## Work request
An exact transcription of the listing, without its images, is what the answer must contain.
━━━ Records for this task ━━━
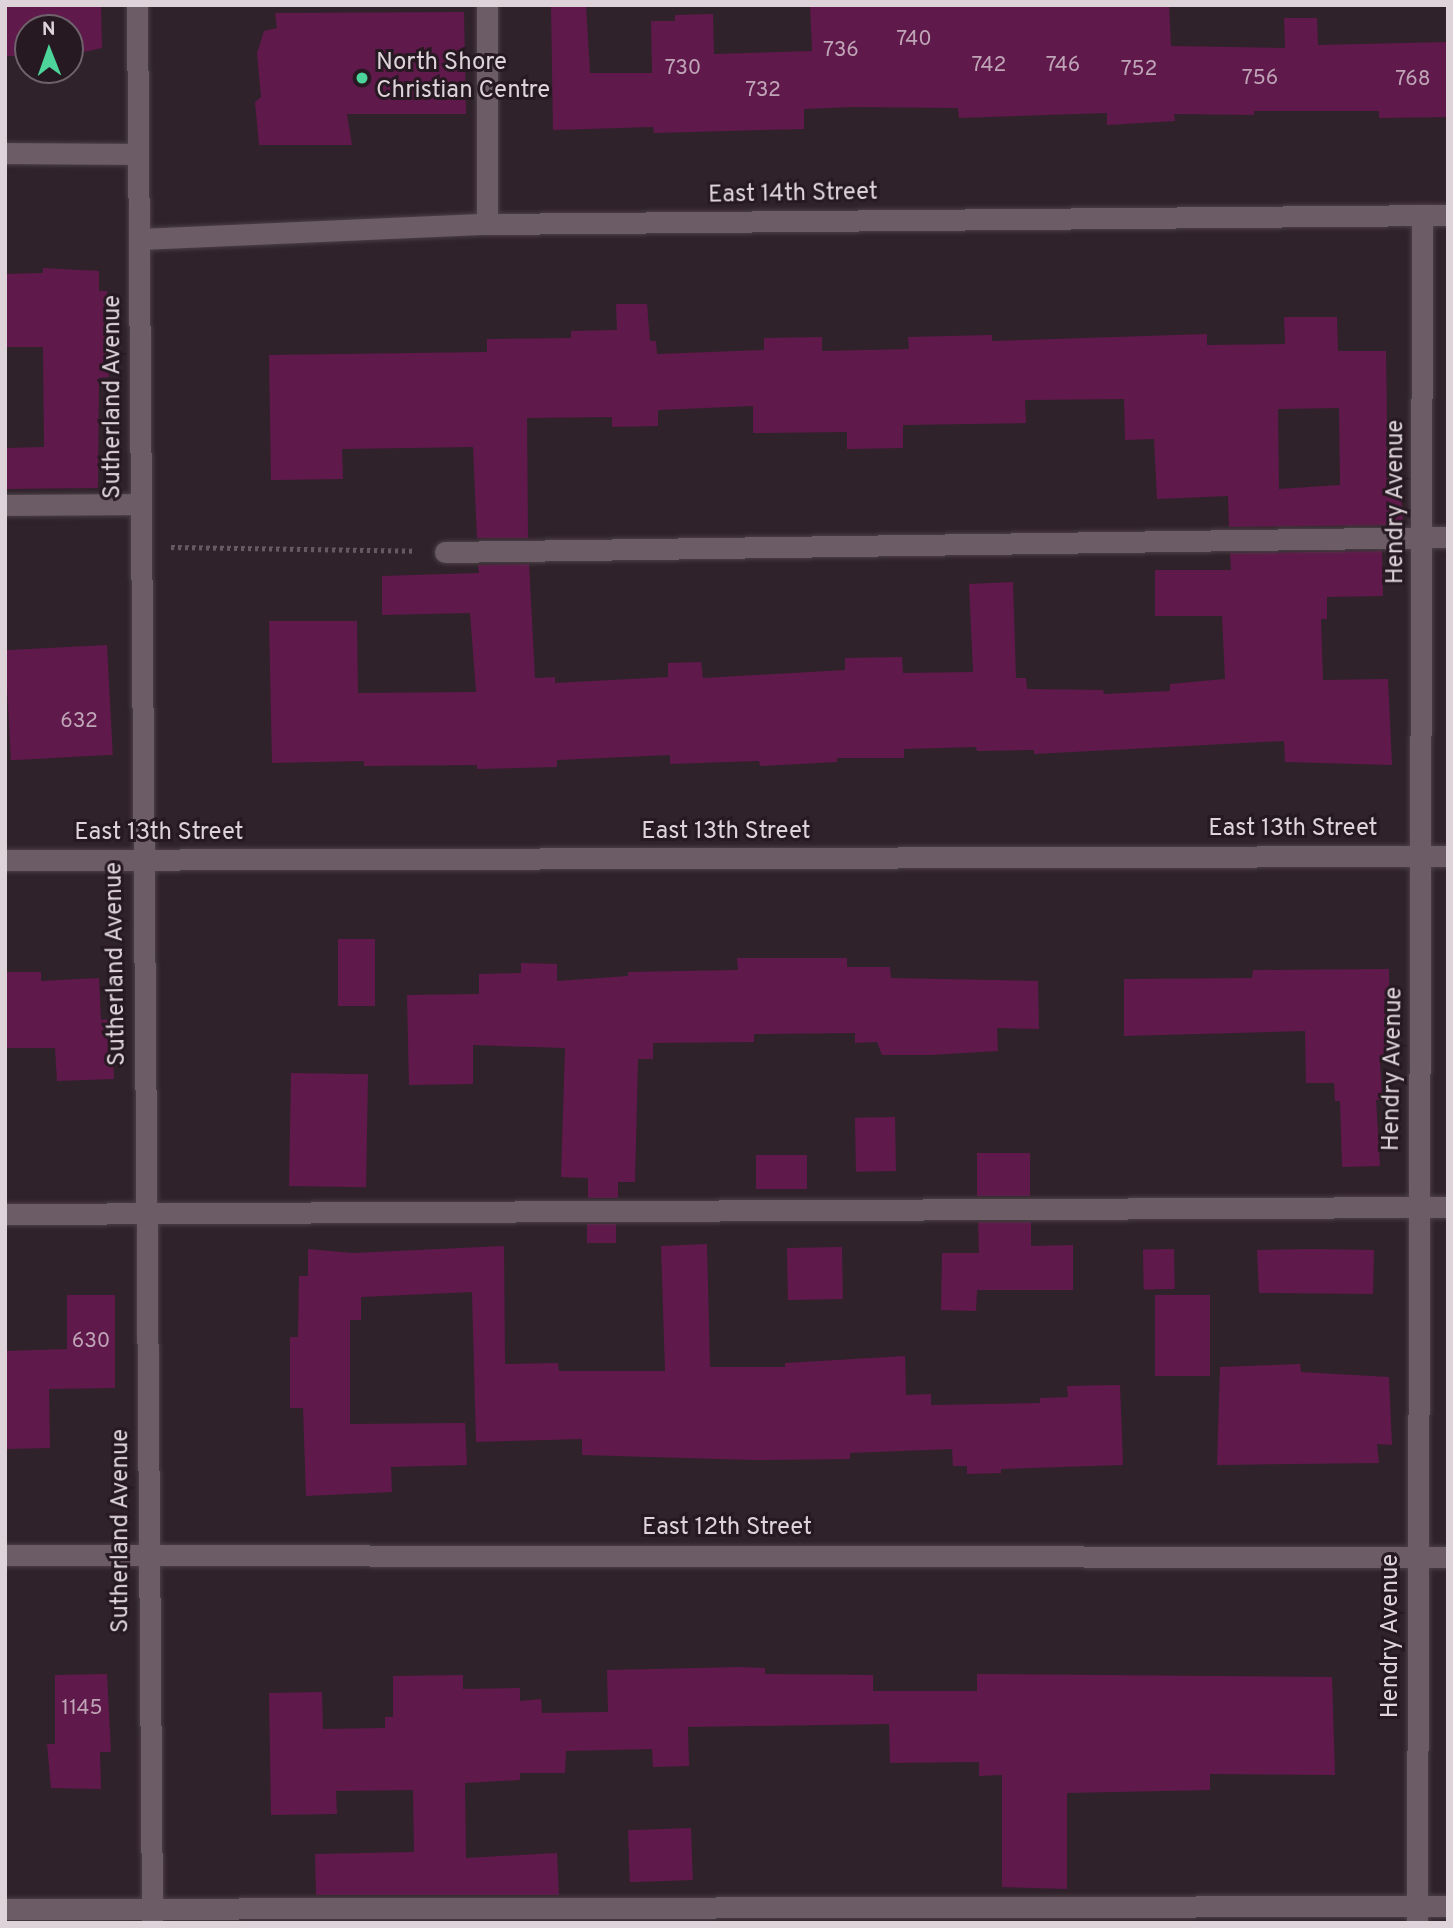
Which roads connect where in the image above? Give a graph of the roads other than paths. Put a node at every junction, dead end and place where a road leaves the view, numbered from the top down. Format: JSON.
{"nodes":[{"id":1,"x":137,"y":5,"type":"edge"},
{"id":2,"x":487,"y":5,"type":"edge"},
{"id":3,"x":5,"y":153,"type":"edge"},
{"id":4,"x":138,"y":154,"type":"junction"},
{"id":5,"x":1422,"y":215,"type":"junction"},
{"id":6,"x":1448,"y":215,"type":"edge"},
{"id":7,"x":487,"y":224,"type":"junction"},
{"id":8,"x":139,"y":239,"type":"junction"},
{"id":9,"x":140,"y":504,"type":"junction"},
{"id":10,"x":5,"y":505,"type":"edge"},
{"id":11,"x":1423,"y":537,"type":"junction"},
{"id":12,"x":1448,"y":537,"type":"edge"},
{"id":13,"x":444,"y":552,"type":"road end"},
{"id":14,"x":1422,"y":856,"type":"junction"},
{"id":15,"x":1448,"y":856,"type":"edge"},
{"id":16,"x":5,"y":860,"type":"edge"},
{"id":17,"x":142,"y":861,"type":"junction"},
{"id":18,"x":1419,"y":1207,"type":"junction"},
{"id":19,"x":1448,"y":1207,"type":"edge"},
{"id":20,"x":5,"y":1214,"type":"edge"},
{"id":21,"x":146,"y":1214,"type":"junction"},
{"id":22,"x":148,"y":1553,"type":"junction"},
{"id":23,"x":5,"y":1555,"type":"edge"},
{"id":24,"x":1419,"y":1557,"type":"junction"},
{"id":25,"x":1448,"y":1557,"type":"edge"},
{"id":26,"x":1448,"y":1906,"type":"edge"},
{"id":27,"x":5,"y":1909,"type":"edge"},
{"id":28,"x":1416,"y":1914,"type":"edge"},
{"id":29,"x":152,"y":1916,"type":"edge"}],
"edges":[{"from":1,"to":4,"type":"street","name":"Sutherland Avenue"},
{"from":2,"to":7,"type":"street"},
{"from":3,"to":4,"type":"street"},
{"from":4,"to":8,"type":"street","name":"Sutherland Avenue"},
{"from":5,"to":6,"type":"street","name":"East 14th Street"},
{"from":5,"to":7,"type":"street","name":"East 14th Street"},
{"from":5,"to":11,"type":"street","name":"Hendry Avenue"},
{"from":7,"to":8,"type":"street","name":"East 14th Street"},
{"from":8,"to":9,"type":"street","name":"Sutherland Avenue"},
{"from":9,"to":10,"type":"street"},
{"from":9,"to":17,"type":"street","name":"Sutherland Avenue"},
{"from":11,"to":12,"type":"street"},
{"from":11,"to":13,"type":"street"},
{"from":11,"to":14,"type":"street","name":"Hendry Avenue"},
{"from":14,"to":15,"type":"street","name":"East 13th Street"},
{"from":14,"to":17,"type":"street","name":"East 13th Street"},
{"from":14,"to":18,"type":"street","name":"Hendry Avenue"},
{"from":16,"to":17,"type":"street","name":"East 13th Street"},
{"from":17,"to":21,"type":"street","name":"Sutherland Avenue"},
{"from":18,"to":19,"type":"street"},
{"from":18,"to":21,"type":"street"},
{"from":18,"to":24,"type":"street","name":"Hendry Avenue"},
{"from":20,"to":21,"type":"street"},
{"from":21,"to":22,"type":"street","name":"Sutherland Avenue"},
{"from":22,"to":23,"type":"street","name":"East 12th Street"},
{"from":22,"to":24,"type":"street","name":"East 12th Street"},
{"from":22,"to":29,"type":"street","name":"Sutherland Avenue"},
{"from":24,"to":25,"type":"street","name":"East 12th Street"},
{"from":24,"to":28,"type":"street","name":"Hendry Avenue"},
{"from":26,"to":28,"type":"street"},
{"from":27,"to":29,"type":"street"},
{"from":28,"to":29,"type":"street"}]}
━━━
## Your response
Which roads connect where in the image above? Give a graph of the roads other than paths. Put a node at every junction, dead end and place where a road leaves the view, numbered from the top down. Format: JSON.
{"nodes":[{"id":1,"x":137,"y":5,"type":"edge"},
{"id":2,"x":487,"y":5,"type":"edge"},
{"id":3,"x":5,"y":153,"type":"edge"},
{"id":4,"x":138,"y":154,"type":"junction"},
{"id":5,"x":1422,"y":215,"type":"junction"},
{"id":6,"x":1448,"y":215,"type":"edge"},
{"id":7,"x":487,"y":224,"type":"junction"},
{"id":8,"x":139,"y":239,"type":"junction"},
{"id":9,"x":140,"y":504,"type":"junction"},
{"id":10,"x":5,"y":505,"type":"edge"},
{"id":11,"x":1423,"y":537,"type":"junction"},
{"id":12,"x":1448,"y":537,"type":"edge"},
{"id":13,"x":444,"y":552,"type":"road end"},
{"id":14,"x":1422,"y":856,"type":"junction"},
{"id":15,"x":1448,"y":856,"type":"edge"},
{"id":16,"x":5,"y":860,"type":"edge"},
{"id":17,"x":142,"y":861,"type":"junction"},
{"id":18,"x":1419,"y":1207,"type":"junction"},
{"id":19,"x":1448,"y":1207,"type":"edge"},
{"id":20,"x":5,"y":1214,"type":"edge"},
{"id":21,"x":146,"y":1214,"type":"junction"},
{"id":22,"x":148,"y":1553,"type":"junction"},
{"id":23,"x":5,"y":1555,"type":"edge"},
{"id":24,"x":1419,"y":1557,"type":"junction"},
{"id":25,"x":1448,"y":1557,"type":"edge"},
{"id":26,"x":1448,"y":1906,"type":"edge"},
{"id":27,"x":5,"y":1909,"type":"edge"},
{"id":28,"x":1416,"y":1914,"type":"edge"},
{"id":29,"x":152,"y":1916,"type":"edge"}],
"edges":[{"from":1,"to":4,"type":"street","name":"Sutherland Avenue"},
{"from":2,"to":7,"type":"street"},
{"from":3,"to":4,"type":"street"},
{"from":4,"to":8,"type":"street","name":"Sutherland Avenue"},
{"from":5,"to":6,"type":"street","name":"East 14th Street"},
{"from":5,"to":7,"type":"street","name":"East 14th Street"},
{"from":5,"to":11,"type":"street","name":"Hendry Avenue"},
{"from":7,"to":8,"type":"street","name":"East 14th Street"},
{"from":8,"to":9,"type":"street","name":"Sutherland Avenue"},
{"from":9,"to":10,"type":"street"},
{"from":9,"to":17,"type":"street","name":"Sutherland Avenue"},
{"from":11,"to":12,"type":"street"},
{"from":11,"to":13,"type":"street"},
{"from":11,"to":14,"type":"street","name":"Hendry Avenue"},
{"from":14,"to":15,"type":"street","name":"East 13th Street"},
{"from":14,"to":17,"type":"street","name":"East 13th Street"},
{"from":14,"to":18,"type":"street","name":"Hendry Avenue"},
{"from":16,"to":17,"type":"street","name":"East 13th Street"},
{"from":17,"to":21,"type":"street","name":"Sutherland Avenue"},
{"from":18,"to":19,"type":"street"},
{"from":18,"to":21,"type":"street"},
{"from":18,"to":24,"type":"street","name":"Hendry Avenue"},
{"from":20,"to":21,"type":"street"},
{"from":21,"to":22,"type":"street","name":"Sutherland Avenue"},
{"from":22,"to":23,"type":"street","name":"East 12th Street"},
{"from":22,"to":24,"type":"street","name":"East 12th Street"},
{"from":22,"to":29,"type":"street","name":"Sutherland Avenue"},
{"from":24,"to":25,"type":"street","name":"East 12th Street"},
{"from":24,"to":28,"type":"street","name":"Hendry Avenue"},
{"from":26,"to":28,"type":"street"},
{"from":27,"to":29,"type":"street"},
{"from":28,"to":29,"type":"street"}]}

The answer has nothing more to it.